### What you are asked to do
Whenever a line of the entries below holds the string "André", copy that line and return it.

Saved entries:
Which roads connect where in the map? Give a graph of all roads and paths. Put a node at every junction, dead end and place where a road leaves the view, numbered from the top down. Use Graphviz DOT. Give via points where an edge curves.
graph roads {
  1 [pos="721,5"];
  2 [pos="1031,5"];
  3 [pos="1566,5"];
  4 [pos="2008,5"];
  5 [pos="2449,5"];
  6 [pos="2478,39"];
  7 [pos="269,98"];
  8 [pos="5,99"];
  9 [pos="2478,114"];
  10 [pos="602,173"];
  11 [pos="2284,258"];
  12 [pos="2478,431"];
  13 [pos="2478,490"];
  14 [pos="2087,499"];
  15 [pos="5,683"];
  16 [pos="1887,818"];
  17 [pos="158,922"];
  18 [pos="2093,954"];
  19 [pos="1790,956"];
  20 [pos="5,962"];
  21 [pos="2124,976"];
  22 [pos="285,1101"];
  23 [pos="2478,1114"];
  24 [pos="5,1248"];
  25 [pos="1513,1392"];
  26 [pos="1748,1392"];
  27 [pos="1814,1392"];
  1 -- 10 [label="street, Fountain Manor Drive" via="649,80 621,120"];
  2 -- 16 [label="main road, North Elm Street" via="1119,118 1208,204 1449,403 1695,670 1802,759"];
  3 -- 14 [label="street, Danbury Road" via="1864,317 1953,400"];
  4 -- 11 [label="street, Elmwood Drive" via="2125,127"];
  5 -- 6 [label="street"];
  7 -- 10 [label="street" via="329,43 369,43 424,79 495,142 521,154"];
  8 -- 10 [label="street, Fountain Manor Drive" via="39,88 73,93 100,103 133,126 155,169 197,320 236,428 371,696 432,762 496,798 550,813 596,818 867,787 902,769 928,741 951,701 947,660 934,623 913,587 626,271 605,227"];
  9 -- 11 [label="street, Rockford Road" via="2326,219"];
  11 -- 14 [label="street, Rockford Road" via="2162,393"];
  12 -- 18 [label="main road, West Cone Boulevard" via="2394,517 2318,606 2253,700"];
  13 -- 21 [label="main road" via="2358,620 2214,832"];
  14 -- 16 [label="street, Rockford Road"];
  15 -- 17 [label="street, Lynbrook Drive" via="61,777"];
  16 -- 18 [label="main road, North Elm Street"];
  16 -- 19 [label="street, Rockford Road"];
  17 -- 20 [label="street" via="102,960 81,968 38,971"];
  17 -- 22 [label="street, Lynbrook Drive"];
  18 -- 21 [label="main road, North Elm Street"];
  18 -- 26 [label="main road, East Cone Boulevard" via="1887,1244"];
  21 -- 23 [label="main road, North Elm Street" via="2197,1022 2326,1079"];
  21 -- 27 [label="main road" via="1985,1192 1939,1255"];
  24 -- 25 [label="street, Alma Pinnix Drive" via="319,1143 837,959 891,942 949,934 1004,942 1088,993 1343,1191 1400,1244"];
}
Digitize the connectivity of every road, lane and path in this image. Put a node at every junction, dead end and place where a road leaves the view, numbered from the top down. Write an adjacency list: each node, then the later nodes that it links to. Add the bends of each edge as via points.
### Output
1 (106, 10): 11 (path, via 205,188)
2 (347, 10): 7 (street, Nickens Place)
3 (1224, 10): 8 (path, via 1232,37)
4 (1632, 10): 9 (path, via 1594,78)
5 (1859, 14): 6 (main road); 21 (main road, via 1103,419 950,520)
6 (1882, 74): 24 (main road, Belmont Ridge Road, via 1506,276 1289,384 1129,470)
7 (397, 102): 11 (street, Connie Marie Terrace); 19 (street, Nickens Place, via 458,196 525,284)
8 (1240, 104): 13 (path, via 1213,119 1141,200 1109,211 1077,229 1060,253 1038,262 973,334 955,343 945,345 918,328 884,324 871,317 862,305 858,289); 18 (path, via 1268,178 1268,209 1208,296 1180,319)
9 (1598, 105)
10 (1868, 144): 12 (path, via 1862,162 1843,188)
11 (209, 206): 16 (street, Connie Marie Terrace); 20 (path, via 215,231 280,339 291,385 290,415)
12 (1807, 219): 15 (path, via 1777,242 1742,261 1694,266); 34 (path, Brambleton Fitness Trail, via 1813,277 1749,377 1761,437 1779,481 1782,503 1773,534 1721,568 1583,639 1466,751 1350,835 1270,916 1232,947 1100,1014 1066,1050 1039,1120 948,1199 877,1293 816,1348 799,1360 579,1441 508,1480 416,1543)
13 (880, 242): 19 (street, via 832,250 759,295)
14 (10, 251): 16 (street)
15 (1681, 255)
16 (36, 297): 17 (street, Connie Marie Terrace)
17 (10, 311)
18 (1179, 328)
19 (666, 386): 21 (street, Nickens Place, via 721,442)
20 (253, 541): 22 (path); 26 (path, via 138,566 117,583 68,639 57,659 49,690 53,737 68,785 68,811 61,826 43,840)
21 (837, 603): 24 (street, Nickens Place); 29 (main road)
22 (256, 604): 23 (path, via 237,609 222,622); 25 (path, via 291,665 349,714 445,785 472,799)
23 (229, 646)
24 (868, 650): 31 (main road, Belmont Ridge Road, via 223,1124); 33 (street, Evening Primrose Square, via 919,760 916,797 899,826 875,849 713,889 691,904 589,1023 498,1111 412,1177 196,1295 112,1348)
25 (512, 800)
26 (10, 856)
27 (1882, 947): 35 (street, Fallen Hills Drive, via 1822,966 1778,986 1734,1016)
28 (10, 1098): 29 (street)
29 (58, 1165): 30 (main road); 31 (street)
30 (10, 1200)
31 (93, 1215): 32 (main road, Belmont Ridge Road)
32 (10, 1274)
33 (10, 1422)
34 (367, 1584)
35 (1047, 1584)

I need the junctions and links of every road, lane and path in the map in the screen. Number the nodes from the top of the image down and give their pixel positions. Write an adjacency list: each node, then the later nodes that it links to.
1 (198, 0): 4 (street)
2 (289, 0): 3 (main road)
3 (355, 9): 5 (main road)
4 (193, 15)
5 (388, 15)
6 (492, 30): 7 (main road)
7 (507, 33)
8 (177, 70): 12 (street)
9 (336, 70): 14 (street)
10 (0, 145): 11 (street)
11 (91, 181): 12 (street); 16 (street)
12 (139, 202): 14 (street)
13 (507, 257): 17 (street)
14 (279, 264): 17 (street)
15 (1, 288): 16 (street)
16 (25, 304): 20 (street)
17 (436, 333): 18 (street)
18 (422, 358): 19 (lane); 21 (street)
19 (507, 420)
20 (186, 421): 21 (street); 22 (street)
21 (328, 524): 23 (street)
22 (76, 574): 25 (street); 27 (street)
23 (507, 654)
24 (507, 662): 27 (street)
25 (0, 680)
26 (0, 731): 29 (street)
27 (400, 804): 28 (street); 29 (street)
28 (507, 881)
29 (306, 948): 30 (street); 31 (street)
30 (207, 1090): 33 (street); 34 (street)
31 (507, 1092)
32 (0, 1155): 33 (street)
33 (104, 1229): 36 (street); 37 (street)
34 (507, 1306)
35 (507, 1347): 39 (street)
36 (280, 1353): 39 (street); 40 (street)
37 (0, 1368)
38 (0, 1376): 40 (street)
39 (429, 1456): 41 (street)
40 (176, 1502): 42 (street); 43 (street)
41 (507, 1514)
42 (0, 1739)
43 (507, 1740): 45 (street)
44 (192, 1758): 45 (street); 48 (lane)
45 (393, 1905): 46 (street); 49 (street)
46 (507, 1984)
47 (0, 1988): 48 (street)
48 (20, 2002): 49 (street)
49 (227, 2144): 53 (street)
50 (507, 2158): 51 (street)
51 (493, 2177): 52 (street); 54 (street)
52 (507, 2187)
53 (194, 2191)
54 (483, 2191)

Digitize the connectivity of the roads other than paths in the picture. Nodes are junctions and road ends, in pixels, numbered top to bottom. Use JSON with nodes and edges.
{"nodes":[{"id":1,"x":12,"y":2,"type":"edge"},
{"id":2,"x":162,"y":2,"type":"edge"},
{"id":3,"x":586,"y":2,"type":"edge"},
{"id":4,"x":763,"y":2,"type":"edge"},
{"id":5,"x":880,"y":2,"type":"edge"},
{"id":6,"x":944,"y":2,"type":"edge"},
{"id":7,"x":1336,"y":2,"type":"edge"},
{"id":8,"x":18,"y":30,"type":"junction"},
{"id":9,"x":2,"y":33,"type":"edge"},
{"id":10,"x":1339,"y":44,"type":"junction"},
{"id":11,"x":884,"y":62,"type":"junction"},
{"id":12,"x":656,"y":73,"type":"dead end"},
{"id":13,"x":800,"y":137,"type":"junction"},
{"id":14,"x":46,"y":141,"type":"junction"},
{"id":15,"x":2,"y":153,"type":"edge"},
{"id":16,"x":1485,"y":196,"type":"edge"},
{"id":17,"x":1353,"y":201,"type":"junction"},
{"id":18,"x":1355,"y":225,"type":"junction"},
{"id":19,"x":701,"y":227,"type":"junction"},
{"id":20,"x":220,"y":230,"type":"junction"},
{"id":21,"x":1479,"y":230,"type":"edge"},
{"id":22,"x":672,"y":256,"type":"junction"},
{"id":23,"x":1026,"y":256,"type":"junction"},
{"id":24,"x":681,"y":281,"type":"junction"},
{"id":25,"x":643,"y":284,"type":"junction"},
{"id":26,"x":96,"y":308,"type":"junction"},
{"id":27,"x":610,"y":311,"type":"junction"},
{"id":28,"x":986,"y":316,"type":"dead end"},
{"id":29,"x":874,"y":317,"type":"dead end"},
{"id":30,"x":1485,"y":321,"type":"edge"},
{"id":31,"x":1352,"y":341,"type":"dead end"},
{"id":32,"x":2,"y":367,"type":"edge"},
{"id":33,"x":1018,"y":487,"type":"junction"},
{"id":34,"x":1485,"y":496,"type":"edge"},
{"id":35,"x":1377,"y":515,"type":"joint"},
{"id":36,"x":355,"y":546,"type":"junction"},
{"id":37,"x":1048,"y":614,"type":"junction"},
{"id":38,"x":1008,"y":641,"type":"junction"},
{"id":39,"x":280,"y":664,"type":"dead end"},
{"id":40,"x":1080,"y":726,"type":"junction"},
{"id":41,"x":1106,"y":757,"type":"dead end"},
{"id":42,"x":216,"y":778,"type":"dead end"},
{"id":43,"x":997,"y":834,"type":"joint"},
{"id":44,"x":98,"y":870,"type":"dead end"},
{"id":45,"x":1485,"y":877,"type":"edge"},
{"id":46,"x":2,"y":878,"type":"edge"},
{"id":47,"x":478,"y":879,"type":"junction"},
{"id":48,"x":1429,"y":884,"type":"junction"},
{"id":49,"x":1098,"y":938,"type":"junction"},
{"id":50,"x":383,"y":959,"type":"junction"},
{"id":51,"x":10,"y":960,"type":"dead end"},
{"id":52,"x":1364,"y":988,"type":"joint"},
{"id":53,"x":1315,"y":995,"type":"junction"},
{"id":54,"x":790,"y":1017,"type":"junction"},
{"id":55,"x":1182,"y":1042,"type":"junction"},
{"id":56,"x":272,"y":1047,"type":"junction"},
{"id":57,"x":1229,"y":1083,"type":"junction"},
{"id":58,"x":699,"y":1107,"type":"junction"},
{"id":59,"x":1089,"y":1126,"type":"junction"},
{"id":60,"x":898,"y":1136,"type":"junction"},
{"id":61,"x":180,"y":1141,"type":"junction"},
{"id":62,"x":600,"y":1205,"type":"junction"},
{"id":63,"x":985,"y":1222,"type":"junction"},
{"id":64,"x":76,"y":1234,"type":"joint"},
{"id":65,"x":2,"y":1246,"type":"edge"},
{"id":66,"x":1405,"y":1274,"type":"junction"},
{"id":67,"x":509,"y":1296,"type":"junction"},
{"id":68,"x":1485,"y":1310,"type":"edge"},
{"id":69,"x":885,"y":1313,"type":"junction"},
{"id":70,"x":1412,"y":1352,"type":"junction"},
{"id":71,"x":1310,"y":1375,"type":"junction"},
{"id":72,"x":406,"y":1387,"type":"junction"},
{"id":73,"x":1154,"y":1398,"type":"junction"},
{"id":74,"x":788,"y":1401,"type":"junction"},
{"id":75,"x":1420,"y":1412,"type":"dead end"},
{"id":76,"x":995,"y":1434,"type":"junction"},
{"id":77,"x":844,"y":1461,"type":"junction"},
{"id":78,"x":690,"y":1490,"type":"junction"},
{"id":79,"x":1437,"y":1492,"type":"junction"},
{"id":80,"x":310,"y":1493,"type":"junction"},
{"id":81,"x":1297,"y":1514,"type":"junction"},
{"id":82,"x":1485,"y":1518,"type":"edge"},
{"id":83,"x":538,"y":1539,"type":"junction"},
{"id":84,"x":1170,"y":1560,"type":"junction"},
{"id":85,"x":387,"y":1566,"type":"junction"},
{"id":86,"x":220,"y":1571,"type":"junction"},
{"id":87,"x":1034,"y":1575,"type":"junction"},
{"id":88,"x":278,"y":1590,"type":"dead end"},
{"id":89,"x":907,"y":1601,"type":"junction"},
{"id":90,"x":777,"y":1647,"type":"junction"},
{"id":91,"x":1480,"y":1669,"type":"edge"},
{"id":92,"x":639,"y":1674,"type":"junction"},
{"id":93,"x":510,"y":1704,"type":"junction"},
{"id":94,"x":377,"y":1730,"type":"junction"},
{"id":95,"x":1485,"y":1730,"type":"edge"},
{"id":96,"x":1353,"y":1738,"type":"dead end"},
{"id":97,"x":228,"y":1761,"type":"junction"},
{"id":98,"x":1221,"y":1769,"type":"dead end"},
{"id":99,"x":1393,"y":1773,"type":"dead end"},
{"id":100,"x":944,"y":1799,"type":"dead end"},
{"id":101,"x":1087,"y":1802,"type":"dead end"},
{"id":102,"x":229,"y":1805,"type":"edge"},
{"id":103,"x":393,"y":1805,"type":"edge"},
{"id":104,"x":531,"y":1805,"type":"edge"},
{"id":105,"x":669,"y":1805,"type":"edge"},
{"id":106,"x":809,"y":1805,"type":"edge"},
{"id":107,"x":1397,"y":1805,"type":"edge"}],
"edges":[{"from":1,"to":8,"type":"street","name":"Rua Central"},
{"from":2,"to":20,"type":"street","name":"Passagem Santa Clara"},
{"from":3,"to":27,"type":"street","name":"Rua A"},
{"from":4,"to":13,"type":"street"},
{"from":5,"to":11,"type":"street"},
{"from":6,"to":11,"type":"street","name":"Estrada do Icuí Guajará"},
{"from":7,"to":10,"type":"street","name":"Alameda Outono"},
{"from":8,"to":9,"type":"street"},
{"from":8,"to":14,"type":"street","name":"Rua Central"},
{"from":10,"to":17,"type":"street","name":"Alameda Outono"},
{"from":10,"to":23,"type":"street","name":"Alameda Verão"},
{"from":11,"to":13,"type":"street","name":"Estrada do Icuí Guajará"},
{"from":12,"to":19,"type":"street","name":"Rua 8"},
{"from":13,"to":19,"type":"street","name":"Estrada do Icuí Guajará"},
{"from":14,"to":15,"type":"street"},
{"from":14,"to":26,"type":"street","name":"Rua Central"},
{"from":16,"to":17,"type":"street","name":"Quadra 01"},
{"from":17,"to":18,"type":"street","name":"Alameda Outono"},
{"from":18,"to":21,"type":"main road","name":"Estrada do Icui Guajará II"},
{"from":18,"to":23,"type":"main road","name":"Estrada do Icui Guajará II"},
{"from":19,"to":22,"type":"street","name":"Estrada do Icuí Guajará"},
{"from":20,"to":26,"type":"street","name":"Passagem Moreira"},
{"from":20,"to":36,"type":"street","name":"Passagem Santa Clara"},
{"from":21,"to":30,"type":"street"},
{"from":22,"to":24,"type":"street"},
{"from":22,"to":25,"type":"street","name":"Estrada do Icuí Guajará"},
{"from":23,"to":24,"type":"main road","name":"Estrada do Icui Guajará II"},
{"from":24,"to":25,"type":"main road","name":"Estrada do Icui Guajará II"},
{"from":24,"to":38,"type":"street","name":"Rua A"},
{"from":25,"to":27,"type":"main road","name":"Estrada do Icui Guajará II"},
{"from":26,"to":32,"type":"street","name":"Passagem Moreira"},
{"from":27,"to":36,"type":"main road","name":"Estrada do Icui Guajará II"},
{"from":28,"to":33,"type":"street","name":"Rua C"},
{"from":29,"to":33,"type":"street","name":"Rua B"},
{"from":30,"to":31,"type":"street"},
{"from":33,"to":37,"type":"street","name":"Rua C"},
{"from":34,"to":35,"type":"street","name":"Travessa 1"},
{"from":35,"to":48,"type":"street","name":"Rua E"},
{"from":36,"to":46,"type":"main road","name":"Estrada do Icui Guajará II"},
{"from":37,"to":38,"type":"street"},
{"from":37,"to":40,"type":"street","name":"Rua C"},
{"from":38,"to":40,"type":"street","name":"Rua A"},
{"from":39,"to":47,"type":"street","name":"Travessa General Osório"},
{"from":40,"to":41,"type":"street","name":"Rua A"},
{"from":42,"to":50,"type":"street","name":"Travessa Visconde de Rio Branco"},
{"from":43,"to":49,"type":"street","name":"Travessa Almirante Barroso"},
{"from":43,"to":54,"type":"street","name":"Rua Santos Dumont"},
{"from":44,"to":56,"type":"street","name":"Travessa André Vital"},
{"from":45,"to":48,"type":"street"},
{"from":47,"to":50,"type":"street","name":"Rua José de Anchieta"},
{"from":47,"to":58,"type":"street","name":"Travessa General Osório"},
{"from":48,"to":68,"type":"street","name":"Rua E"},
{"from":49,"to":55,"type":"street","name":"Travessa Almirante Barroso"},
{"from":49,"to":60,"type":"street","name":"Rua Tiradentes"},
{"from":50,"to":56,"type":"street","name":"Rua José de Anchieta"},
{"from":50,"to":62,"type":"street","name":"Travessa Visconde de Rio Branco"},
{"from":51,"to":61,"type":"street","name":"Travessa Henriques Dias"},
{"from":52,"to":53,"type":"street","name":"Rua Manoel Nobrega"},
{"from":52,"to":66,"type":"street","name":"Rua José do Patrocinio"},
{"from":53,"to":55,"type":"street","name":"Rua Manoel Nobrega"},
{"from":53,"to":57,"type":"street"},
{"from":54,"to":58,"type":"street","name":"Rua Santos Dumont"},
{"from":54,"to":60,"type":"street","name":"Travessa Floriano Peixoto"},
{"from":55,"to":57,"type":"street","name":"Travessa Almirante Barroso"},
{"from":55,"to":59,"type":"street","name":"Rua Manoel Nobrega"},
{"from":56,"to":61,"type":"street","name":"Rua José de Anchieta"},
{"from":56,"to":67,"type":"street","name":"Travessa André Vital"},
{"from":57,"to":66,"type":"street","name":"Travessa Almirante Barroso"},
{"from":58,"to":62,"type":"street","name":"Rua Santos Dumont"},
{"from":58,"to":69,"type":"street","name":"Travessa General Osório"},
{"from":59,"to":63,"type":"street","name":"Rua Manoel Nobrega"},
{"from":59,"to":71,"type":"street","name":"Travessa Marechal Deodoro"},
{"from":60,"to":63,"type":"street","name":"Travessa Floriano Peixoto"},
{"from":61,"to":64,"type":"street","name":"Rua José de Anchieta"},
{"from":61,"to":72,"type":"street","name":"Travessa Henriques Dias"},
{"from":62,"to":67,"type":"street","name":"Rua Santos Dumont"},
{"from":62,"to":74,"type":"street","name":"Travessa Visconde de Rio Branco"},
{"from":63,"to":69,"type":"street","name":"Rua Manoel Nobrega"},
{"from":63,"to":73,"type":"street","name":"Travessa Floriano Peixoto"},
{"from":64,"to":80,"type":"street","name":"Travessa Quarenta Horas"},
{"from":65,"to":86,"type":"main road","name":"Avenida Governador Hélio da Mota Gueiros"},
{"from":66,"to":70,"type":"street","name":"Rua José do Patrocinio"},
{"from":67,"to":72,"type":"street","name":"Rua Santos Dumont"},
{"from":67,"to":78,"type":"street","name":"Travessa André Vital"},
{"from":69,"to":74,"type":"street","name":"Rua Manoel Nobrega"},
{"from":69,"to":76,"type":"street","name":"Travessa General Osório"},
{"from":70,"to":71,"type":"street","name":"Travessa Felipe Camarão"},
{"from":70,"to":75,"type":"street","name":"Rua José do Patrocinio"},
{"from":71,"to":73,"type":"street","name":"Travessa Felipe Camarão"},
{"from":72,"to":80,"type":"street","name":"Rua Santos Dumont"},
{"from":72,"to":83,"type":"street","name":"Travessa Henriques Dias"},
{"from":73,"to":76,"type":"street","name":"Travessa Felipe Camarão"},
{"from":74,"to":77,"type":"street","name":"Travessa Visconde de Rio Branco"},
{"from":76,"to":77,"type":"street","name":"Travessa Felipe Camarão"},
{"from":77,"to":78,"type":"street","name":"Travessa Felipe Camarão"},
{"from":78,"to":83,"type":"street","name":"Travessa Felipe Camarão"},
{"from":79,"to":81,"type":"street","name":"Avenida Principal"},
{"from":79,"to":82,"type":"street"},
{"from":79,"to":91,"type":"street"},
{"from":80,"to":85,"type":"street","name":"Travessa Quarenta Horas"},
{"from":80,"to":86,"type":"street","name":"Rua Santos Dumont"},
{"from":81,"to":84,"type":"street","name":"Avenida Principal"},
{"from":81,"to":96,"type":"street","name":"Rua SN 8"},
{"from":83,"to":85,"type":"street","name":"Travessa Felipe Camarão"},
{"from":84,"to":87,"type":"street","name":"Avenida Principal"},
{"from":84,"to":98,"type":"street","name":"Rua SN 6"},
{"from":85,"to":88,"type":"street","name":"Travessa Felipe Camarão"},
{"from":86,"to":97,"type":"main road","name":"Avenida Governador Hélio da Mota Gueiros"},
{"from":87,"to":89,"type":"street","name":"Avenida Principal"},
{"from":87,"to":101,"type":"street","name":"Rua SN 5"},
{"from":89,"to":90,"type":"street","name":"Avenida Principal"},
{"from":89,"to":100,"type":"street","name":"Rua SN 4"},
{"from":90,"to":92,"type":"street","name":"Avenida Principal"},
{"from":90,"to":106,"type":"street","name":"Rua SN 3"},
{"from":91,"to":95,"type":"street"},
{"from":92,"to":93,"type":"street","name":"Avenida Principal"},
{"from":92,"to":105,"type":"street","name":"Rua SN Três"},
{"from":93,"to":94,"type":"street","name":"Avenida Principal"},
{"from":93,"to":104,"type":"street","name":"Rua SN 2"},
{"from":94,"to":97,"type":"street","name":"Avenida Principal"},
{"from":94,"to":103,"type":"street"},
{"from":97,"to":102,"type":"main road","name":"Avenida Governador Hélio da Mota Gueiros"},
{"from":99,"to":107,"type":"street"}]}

### Result of this exercise
{"from":44,"to":56,"type":"street","name":"Travessa André Vital"},
{"from":56,"to":67,"type":"street","name":"Travessa André Vital"},
{"from":67,"to":78,"type":"street","name":"Travessa André Vital"},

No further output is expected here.